Exercise brief —
Report only the number of lines in the following entries where the word "nodes" occurs.

Collected data entries —
====

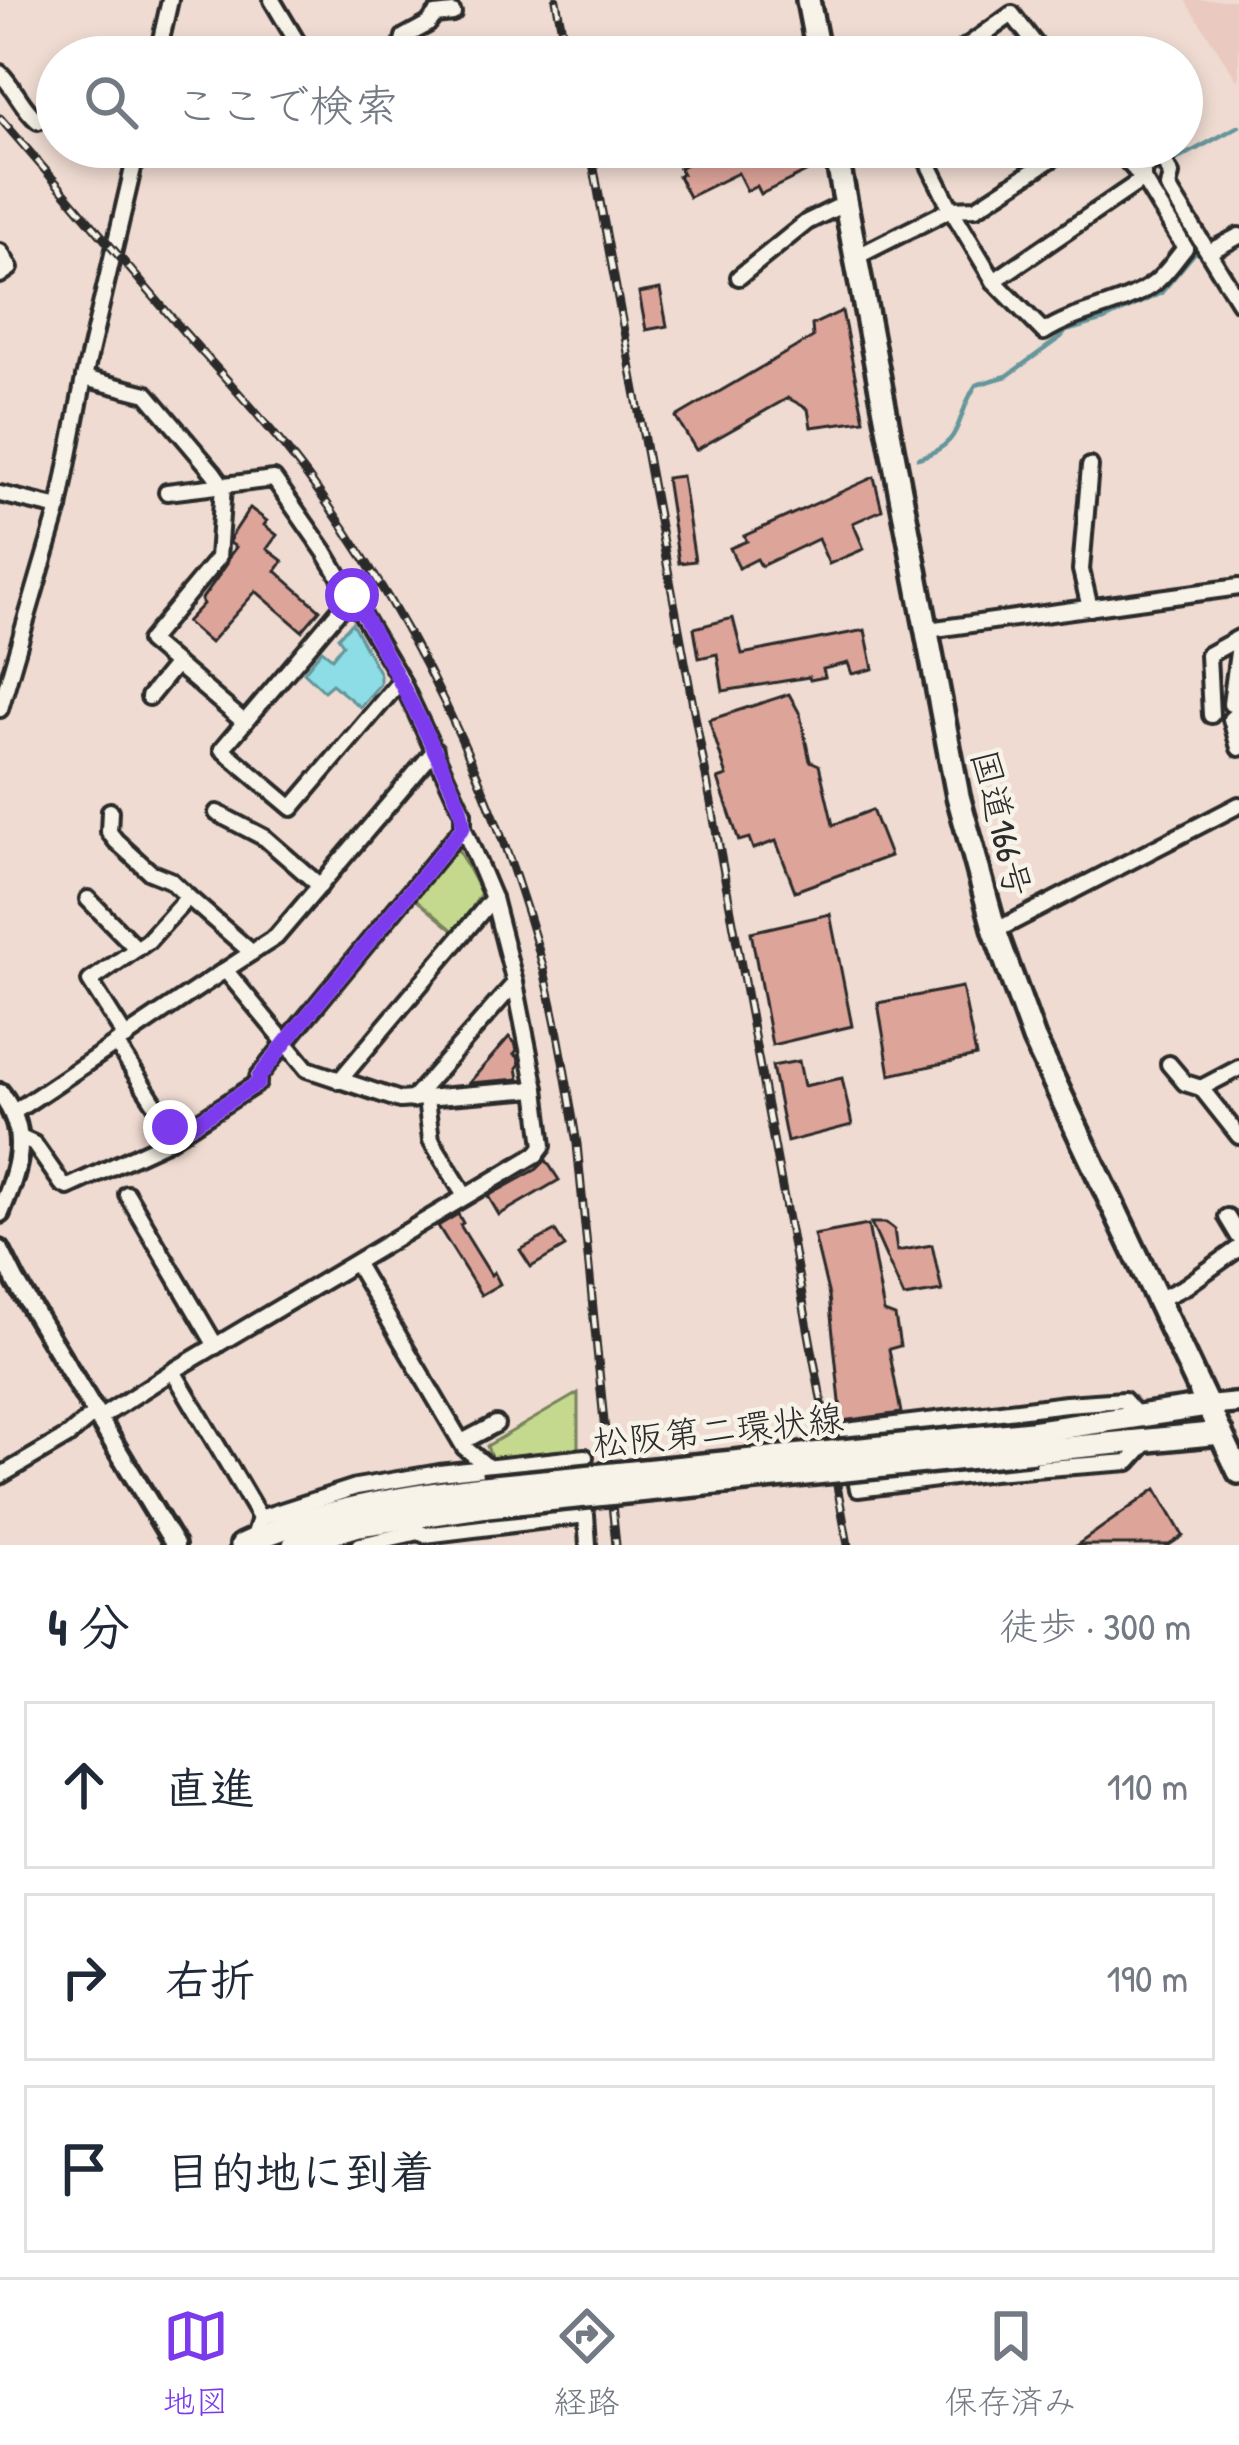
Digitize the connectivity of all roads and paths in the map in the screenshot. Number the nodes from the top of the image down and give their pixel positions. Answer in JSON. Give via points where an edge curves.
{"nodes":[{"id":1,"x":170,"y":0,"type":"edge"},
{"id":2,"x":272,"y":0,"type":"edge"},
{"id":3,"x":427,"y":0,"type":"edge"},
{"id":4,"x":808,"y":0,"type":"edge"},
{"id":5,"x":453,"y":13,"type":"dead end"},
{"id":6,"x":435,"y":15,"type":"junction"},
{"id":7,"x":162,"y":36,"type":"edge"},
{"id":8,"x":293,"y":36,"type":"edge"},
{"id":9,"x":407,"y":36,"type":"edge"},
{"id":10,"x":815,"y":36,"type":"edge"},
{"id":11,"x":981,"y":36,"type":"edge"},
{"id":12,"x":1029,"y":36,"type":"edge"},
{"id":13,"x":0,"y":73,"type":"edge"},
{"id":14,"x":36,"y":119,"type":"edge"},
{"id":15,"x":133,"y":168,"type":"edge"},
{"id":16,"x":840,"y":168,"type":"edge"},
{"id":17,"x":934,"y":168,"type":"edge"},
{"id":18,"x":1038,"y":168,"type":"edge"},
{"id":19,"x":1134,"y":168,"type":"edge"},
{"id":20,"x":1143,"y":168,"type":"edge"},
{"id":21,"x":1167,"y":168,"type":"edge"},
{"id":22,"x":1143,"y":178,"type":"junction"},
{"id":23,"x":846,"y":203,"type":"junction"},
{"id":24,"x":951,"y":209,"type":"junction"},
{"id":25,"x":1239,"y":236,"type":"edge"},
{"id":26,"x":0,"y":252,"type":"edge"},
{"id":27,"x":1209,"y":252,"type":"junction"},
{"id":28,"x":858,"y":256,"type":"junction"},
{"id":29,"x":0,"y":275,"type":"edge"},
{"id":30,"x":739,"y":277,"type":"dead end"},
{"id":31,"x":994,"y":281,"type":"junction"},
{"id":32,"x":1239,"y":302,"type":"edge"},
{"id":33,"x":84,"y":378,"type":"junction"},
{"id":34,"x":1090,"y":466,"type":"dead end"},
{"id":35,"x":223,"y":486,"type":"junction"},
{"id":36,"x":167,"y":492,"type":"dead end"},
{"id":37,"x":0,"y":494,"type":"edge"},
{"id":38,"x":59,"y":508,"type":"junction"},
{"id":39,"x":1239,"y":587,"type":"edge"},
{"id":40,"x":352,"y":595,"type":"junction"},
{"id":41,"x":1090,"y":608,"type":"junction"},
{"id":42,"x":928,"y":630,"type":"junction"},
{"id":43,"x":1239,"y":641,"type":"edge"},
{"id":44,"x":176,"y":664,"type":"junction"},
{"id":45,"x":1237,"y":675,"type":"edge"},
{"id":46,"x":401,"y":680,"type":"junction"},
{"id":47,"x":148,"y":697,"type":"dead end"},
{"id":48,"x":1235,"y":708,"type":"edge"},
{"id":49,"x":0,"y":710,"type":"edge"},
{"id":50,"x":1211,"y":715,"type":"dead end"},
{"id":51,"x":244,"y":722,"type":"junction"},
{"id":52,"x":1239,"y":748,"type":"edge"},
{"id":53,"x":435,"y":750,"type":"junction"},
{"id":54,"x":1239,"y":805,"type":"edge"},
{"id":55,"x":110,"y":811,"type":"dead end"},
{"id":56,"x":217,"y":814,"type":"dead end"},
{"id":57,"x":463,"y":827,"type":"junction"},
{"id":58,"x":320,"y":886,"type":"junction"},
{"id":59,"x":188,"y":897,"type":"junction"},
{"id":60,"x":493,"y":898,"type":"junction"},
{"id":61,"x":88,"y":899,"type":"dead end"},
{"id":62,"x":995,"y":931,"type":"junction"},
{"id":63,"x":136,"y":948,"type":"junction"},
{"id":64,"x":250,"y":951,"type":"junction"},
{"id":65,"x":226,"y":971,"type":"junction"},
{"id":66,"x":515,"y":983,"type":"junction"},
{"id":67,"x":122,"y":1041,"type":"junction"},
{"id":68,"x":285,"y":1043,"type":"junction"},
{"id":69,"x":1169,"y":1064,"type":"dead end"},
{"id":70,"x":1239,"y":1068,"type":"edge"},
{"id":71,"x":339,"y":1081,"type":"junction"},
{"id":72,"x":1201,"y":1088,"type":"junction"},
{"id":73,"x":536,"y":1090,"type":"junction"},
{"id":74,"x":0,"y":1094,"type":"edge"},
{"id":75,"x":419,"y":1099,"type":"junction"},
{"id":76,"x":14,"y":1112,"type":"junction"},
{"id":77,"x":1239,"y":1136,"type":"edge"},
{"id":78,"x":173,"y":1137,"type":"junction"},
{"id":79,"x":21,"y":1138,"type":"junction"},
{"id":80,"x":127,"y":1194,"type":"dead end"},
{"id":81,"x":465,"y":1196,"type":"junction"},
{"id":82,"x":0,"y":1214,"type":"edge"},
{"id":83,"x":1227,"y":1217,"type":"dead end"},
{"id":84,"x":1239,"y":1237,"type":"edge"},
{"id":85,"x":1239,"y":1248,"type":"edge"},
{"id":86,"x":0,"y":1250,"type":"edge"},
{"id":87,"x":356,"y":1264,"type":"junction"},
{"id":88,"x":1158,"y":1300,"type":"junction"},
{"id":89,"x":216,"y":1346,"type":"junction"},
{"id":90,"x":173,"y":1371,"type":"junction"},
{"id":91,"x":1239,"y":1402,"type":"edge"},
{"id":92,"x":1207,"y":1406,"type":"junction"},
{"id":93,"x":96,"y":1416,"type":"junction"},
{"id":94,"x":1138,"y":1416,"type":"junction"},
{"id":95,"x":496,"y":1424,"type":"dead end"},
{"id":96,"x":1230,"y":1432,"type":"edge"},
{"id":97,"x":1033,"y":1441,"type":"junction"},
{"id":98,"x":462,"y":1442,"type":"junction"},
{"id":99,"x":1148,"y":1442,"type":"junction"},
{"id":100,"x":585,"y":1457,"type":"dead end"},
{"id":101,"x":1239,"y":1472,"type":"edge"},
{"id":102,"x":0,"y":1476,"type":"edge"},
{"id":103,"x":487,"y":1487,"type":"junction"},
{"id":104,"x":260,"y":1518,"type":"junction"},
{"id":105,"x":466,"y":1529,"type":"junction"},
{"id":106,"x":247,"y":1542,"type":"edge"},
{"id":107,"x":175,"y":1545,"type":"edge"},
{"id":108,"x":294,"y":1545,"type":"edge"},
{"id":109,"x":360,"y":1545,"type":"edge"},
{"id":110,"x":475,"y":1545,"type":"edge"},
{"id":111,"x":588,"y":1545,"type":"edge"}],
"edges":[{"from":1,"to":7,"type":"street"},
{"from":2,"to":8,"type":"street"},
{"from":3,"to":6,"type":"street"},
{"from":4,"to":10,"type":"main road"},
{"from":5,"to":6,"type":"street"},
{"from":6,"to":9,"type":"street"},
{"from":11,"to":12,"type":"street","via":[[1012,14]]},
{"from":13,"to":14,"type":"street"},
{"from":15,"to":33,"type":"street"},
{"from":16,"to":23,"type":"main road","name":"国道166号"},
{"from":17,"to":24,"type":"street"},
{"from":18,"to":24,"type":"street","via":[[976,208]]},
{"from":19,"to":22,"type":"street"},
{"from":20,"to":22,"type":"street"},
{"from":21,"to":27,"type":"street","via":[[1168,187]]},
{"from":22,"to":31,"type":"street"},
{"from":22,"to":31,"type":"street","via":[[1185,248],[1156,283],[1044,332]]},
{"from":23,"to":28,"type":"main road","name":"国道166号"},
{"from":23,"to":30,"type":"street","via":[[807,222]]},
{"from":24,"to":28,"type":"street"},
{"from":24,"to":31,"type":"street"},
{"from":25,"to":27,"type":"street"},
{"from":26,"to":29,"type":"street","via":[[10,268]]},
{"from":27,"to":32,"type":"street"},
{"from":28,"to":42,"type":"main road","name":"国道166号"},
{"from":33,"to":35,"type":"street","via":[[147,394]]},
{"from":33,"to":38,"type":"street"},
{"from":34,"to":41,"type":"street","via":[[1081,570]]},
{"from":35,"to":36,"type":"street"},
{"from":35,"to":40,"type":"street","via":[[274,479]]},
{"from":35,"to":44,"type":"street","via":[[218,558],[149,640]]},
{"from":37,"to":38,"type":"street"},
{"from":38,"to":49,"type":"street"},
{"from":39,"to":41,"type":"street"},
{"from":40,"to":46,"type":"street"},
{"from":40,"to":51,"type":"street"},
{"from":41,"to":42,"type":"street"},
{"from":42,"to":62,"type":"main road","name":"国道166号","via":[[958,796]]},
{"from":43,"to":45,"type":"street"},
{"from":43,"to":50,"type":"street","via":[[1208,656]]},
{"from":44,"to":47,"type":"street"},
{"from":44,"to":51,"type":"street"},
{"from":45,"to":48,"type":"street"},
{"from":46,"to":51,"type":"street","via":[[292,808],[222,748]]},
{"from":46,"to":53,"type":"street"},
{"from":48,"to":52,"type":"street"},
{"from":53,"to":57,"type":"street"},
{"from":53,"to":58,"type":"street"},
{"from":54,"to":62,"type":"street"},
{"from":55,"to":59,"type":"street","via":[[116,841]]},
{"from":56,"to":58,"type":"street","via":[[265,838]]},
{"from":57,"to":60,"type":"street"},
{"from":57,"to":68,"type":"street"},
{"from":58,"to":64,"type":"street","via":[[276,938]]},
{"from":59,"to":63,"type":"street"},
{"from":59,"to":64,"type":"street"},
{"from":60,"to":66,"type":"street"},
{"from":60,"to":71,"type":"street"},
{"from":61,"to":63,"type":"street"},
{"from":62,"to":88,"type":"main road","name":"国道166号","via":[[1034,1039]]},
{"from":63,"to":67,"type":"street","via":[[90,981]]},
{"from":64,"to":65,"type":"street"},
{"from":65,"to":67,"type":"street"},
{"from":65,"to":68,"type":"street"},
{"from":66,"to":73,"type":"street"},
{"from":66,"to":75,"type":"street"},
{"from":67,"to":76,"type":"street"},
{"from":67,"to":78,"type":"street"},
{"from":68,"to":71,"type":"street","via":[[308,1069]]},
{"from":68,"to":78,"type":"street","via":[[258,1083]]},
{"from":69,"to":72,"type":"street"},
{"from":70,"to":72,"type":"street"},
{"from":71,"to":75,"type":"street"},
{"from":72,"to":77,"type":"street"},
{"from":73,"to":75,"type":"street"},
{"from":73,"to":81,"type":"street","via":[[543,1145],[537,1154]]},
{"from":74,"to":76,"type":"street"},
{"from":75,"to":81,"type":"street","via":[[430,1140]]},
{"from":76,"to":79,"type":"street"},
{"from":78,"to":79,"type":"street","via":[[68,1187]]},
{"from":79,"to":82,"type":"street"},
{"from":80,"to":89,"type":"street"},
{"from":81,"to":87,"type":"street"},
{"from":83,"to":84,"type":"street"},
{"from":85,"to":88,"type":"street"},
{"from":86,"to":93,"type":"street"},
{"from":87,"to":89,"type":"street"},
{"from":87,"to":98,"type":"street"},
{"from":88,"to":92,"type":"main road","name":"国道166号"},
{"from":89,"to":90,"type":"street"},
{"from":90,"to":93,"type":"street"},
{"from":90,"to":104,"type":"street"},
{"from":91,"to":92,"type":"main road"},
{"from":92,"to":94,"type":"main road","name":"松阪第二環状線"},
{"from":92,"to":96,"type":"main road","name":"国道166号"},
{"from":93,"to":102,"type":"street"},
{"from":93,"to":107,"type":"street"},
{"from":94,"to":97,"type":"main road","name":"松阪第二環状線"},
{"from":94,"to":99,"type":"street","via":[[1124,1400],[846,1431],[858,1489],[1130,1462]]},
{"from":95,"to":98,"type":"street"},
{"from":96,"to":99,"type":"main road","name":"松阪第二環状線"},
{"from":96,"to":101,"type":"main road","name":"国道166号"},
{"from":97,"to":99,"type":"main road","name":"松阪第二環状線"},
{"from":97,"to":103,"type":"main road","name":"松阪第二環状線","bridge":true},
{"from":98,"to":103,"type":"street"},
{"from":100,"to":103,"type":"street"},
{"from":103,"to":104,"type":"street","via":[[356,1487]]},
{"from":103,"to":106,"type":"main road","name":"松阪第二環状線","via":[[402,1497]]},
{"from":103,"to":108,"type":"main road","name":"松阪第二環状線"},
{"from":104,"to":106,"type":"street"},
{"from":105,"to":109,"type":"street"},
{"from":105,"to":110,"type":"street"},
{"from":105,"to":111,"type":"street","via":[[586,1516]]}]}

====

Reply —
2